Data processing and statistical analysis was conducted using SAS v9.3 (Copyright (c) 2002–2010 by SAS Institute Inc., Cary, NC, USA) and statistical software R10. A p-value of <0.05 was considered to be statistically significant.
RESULTS
Between 1/1999–12/2010, 381 patients with bladder exstrophy were closed within the first 120 DOL at 43 PHIS hospitals. Of these patients, 59% were male, 67% were white, and less than half of patients had private insurance (Table 1).
Table 1.
Characteristics of infants and their primary bladder closures (n=381)
| Characteristic: | N (%) |
|---|---|
| Postnatal age at presentation (DOL) | |
| 0 | 245 (64.3) |
| 1 | 94 (24.7) |
| 2–3 | 13 (3.4) |
| 4–30 | 17 (4.5) |
| 31–120 | 12 (3.1) |
| Gestational age at presentation | |
| Term (≥37 weeks) | 168 (44.1) |
| Premature(<37 weeks) | 38 (10.0) |
| Unknown | 175 (45.9) |
| Gender | |
| Male | 226 (59.3) |
| Female | 154 (40.4) |
| Unknown | 1 (0.26) |
| Non-renal comorbidity | 145 (38.1) |
| Cardiovascular | 96 (25.2) |
| Gastrointestinal | 39 (10.2) |
| Respiratory | 12 (3.2) |
| Hematologic/Immunologic | 2 (0.5) |
| Malignancy | 29 (7.6) |
| Metabolic | 4 (1.1) |
| Neuromuscular | 29 (7.6) |
| Other Congenital or Genetic | 27 (7.1) |
| Race/Ethnicity | |
| White | 256 (67.2) |
| Black | 26 (6.8) |
| Hispanic | 20 (5.3) |
| Other1 | 58 (15.2) |
| Missing | 21 (5.5) |
| Insurance status – primary payer | |
| Private | 169 (44.4) |
| Public | 145 (38.1) |
| Other | 59 (15.5) |
| None/no bill | 6 (1.6) |
| Unknown | 2 (0.52) |
| Hospital region | |
| West | 79 (20.7) |
| Midwest | 120 (31.5) |
| Northeast | 53 (13.9) |
| South | 129 (33.9) |
| Age category at primary closure (DOL) | |
| ≤ 3 | 279 (73.2) |
| 4–30 | 67 (17.6) |
| 31–120 | 35 (9.2) |
| Operative surgeon | |
| Urologist | 271 (71.1) |
| Pediatric Surgeon | 25 (6.6) |
| Orthopedic Surgeon | 3 (0.79) |
| Unknown | 85 (22.3) |
| Hospital volume (average # primary closures/year) | |
| Highest quartile (>1.71) | 170 (45.6) |
| Third quartile (50th – 75th%: 0.72–1.71) | 109 (29.2) |
| Second quartile (25th – 50th %: 0.34–0.71) | 63 (16.9) |
| Lowest quartile (≤ 0.33) | 31 (8.3) |
| Additional procedures performed at time of primary closure | |
| Epispadias2 | 127 (56.2) |
| Hernia Repair3 | 51 (13.4) |
| Osteotomy | 119 (31.2) |
| Postoperative intensive care unit admission | 42 (11) |
Includes Asian, American Indian, Mixed and Other
127 out of 226 males
Of these, 45 (88%) were bilateral
Characteristics of Primary Bladder Closure
73% of closures were performed within 3 DOL, 37% of which were done at the 7 highest volume hospitals (Figure 1).

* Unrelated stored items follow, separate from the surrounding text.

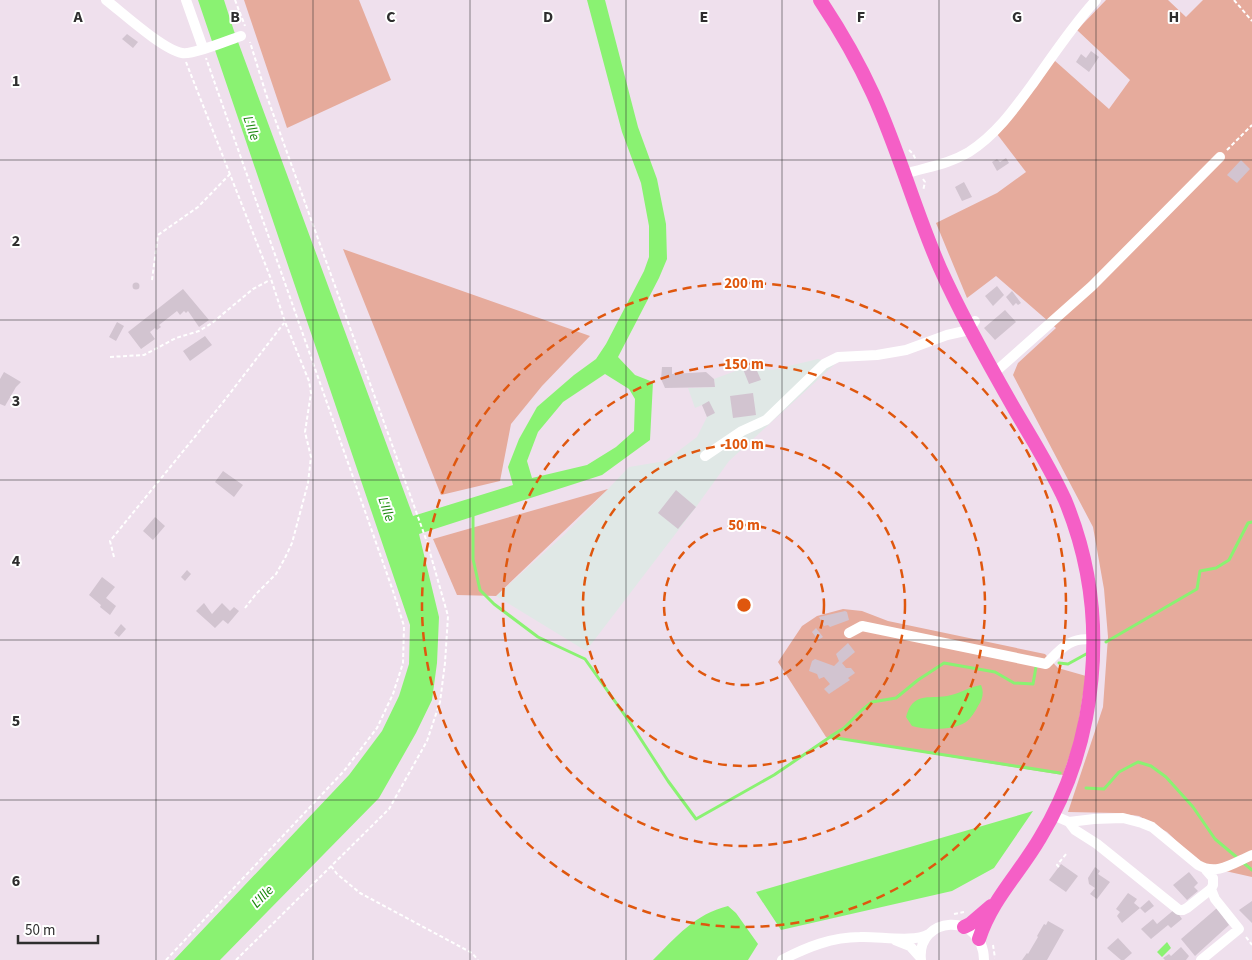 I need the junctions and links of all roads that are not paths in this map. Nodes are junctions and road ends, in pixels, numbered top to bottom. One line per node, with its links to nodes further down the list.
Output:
1 (106, 0): 6 (street)
2 (186, 0): 6 (street)
3 (820, 0): 8 (main road)
4 (1096, 0): 8 (street)
5 (245, 35): 6 (street)
6 (206, 47)
7 (1220, 157): 10 (street)
8 (905, 174): 9 (main road)
9 (972, 325): 10 (main road); 11 (street)
10 (994, 373): 13 (main road)
11 (705, 456)
12 (849, 633): 13 (street)
13 (1094, 640): 14 (main road)
14 (1053, 815): 15 (street); 19 (main road)
15 (1070, 822): 17 (street); 18 (street)
16 (1248, 857): 17 (street)
17 (1206, 870): 18 (street)
18 (1211, 889): 27 (street)
19 (994, 904): 20 (main road); 23 (main road)
20 (964, 926): 21 (street); 23 (street)
21 (929, 934): 22 (street); 24 (street)
22 (889, 937): 24 (street); 25 (street)
23 (979, 940): 26 (street)
24 (921, 959)
25 (782, 960)
26 (984, 960)
27 (1202, 960)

Closures were performed by a urologist in 71% and a general surgeon in 7% of cases (Table 1).
Figure 1.
Number of primary bladder exstrophy closures per year in PHIS database by hospital
Pelvic osteotomies were performed in 31% (119/381) of all closures. Specifically, 18% (51/279) of those closed within 3 DOL underwent osteotomy, compared to 57% (38/67) of those closed between 4–30 DOL, and 86% (30/35) of those closed between 31–120 DOL (p=0.0017). 56% (127/226) of males had an epispadias repair on the day of their primary BE repair, suggesting that these patients underwent a so-called “complete primary repair”11.
Postoperative Care
11% of patients were admitted postoperatively to the ICU (Table 1). The median postoperative LOS following primary closure was 20 days [IQR: 9–26]. By age at closure, the LOS was 21 days [12,26] for those closed within 3 DOL, 22 days [12,37] for those closed between 4–30 DOL, and 21 days [8,29] for those closed between 31–120 DOL (p=0.25). Within the first year of life, 44% of patients had at least 1 additional operation and 30% required at least 1 ED visit (Table 2).
Table 2.
Procedural and hospital visit burden in the first year of life
| Number (%) or Median [IQR] | |
|---|---|
| Additional procedures required: | |
| 0 | 214 (56.2) |
| 1 | 112 (29.4) |
| 2 | 39 (10.2) |
| 3+ | 16 (4.2) |
| Additional procedures performed: | |
| Repeat exstrophy closure | 22 (5.8) |
| Repeat epispadias or hypospadias Repair | 19 (5.0) |
| Asynchronous hernia repair | 74 (19.4) |
| Cystoscopy | 87 (22.8) |
| Repair of vesicocutaneous fistulae | 1 (0.26) |
| ED visits required: | |
| 0 visits | 268 (70.3) |
| 1 visit | 61 (16.0) |
| 2 visits | 21 (5.5) |
| 3 visits | 31 (8.9) |
| Total visits (ED+inpatient): | 2 [1–3] |
It is possible that a longer post-closure LOS could decrease readmissions following discharge. However, by using an ER encounter subsequent to a patient’s discharge as a proxy for readmissions, there was no difference in the median post-closure LOS between those patients who were (23 days [IQR: 15–33]) and were not (20 [10–27]) seen in the ER (p=0.16).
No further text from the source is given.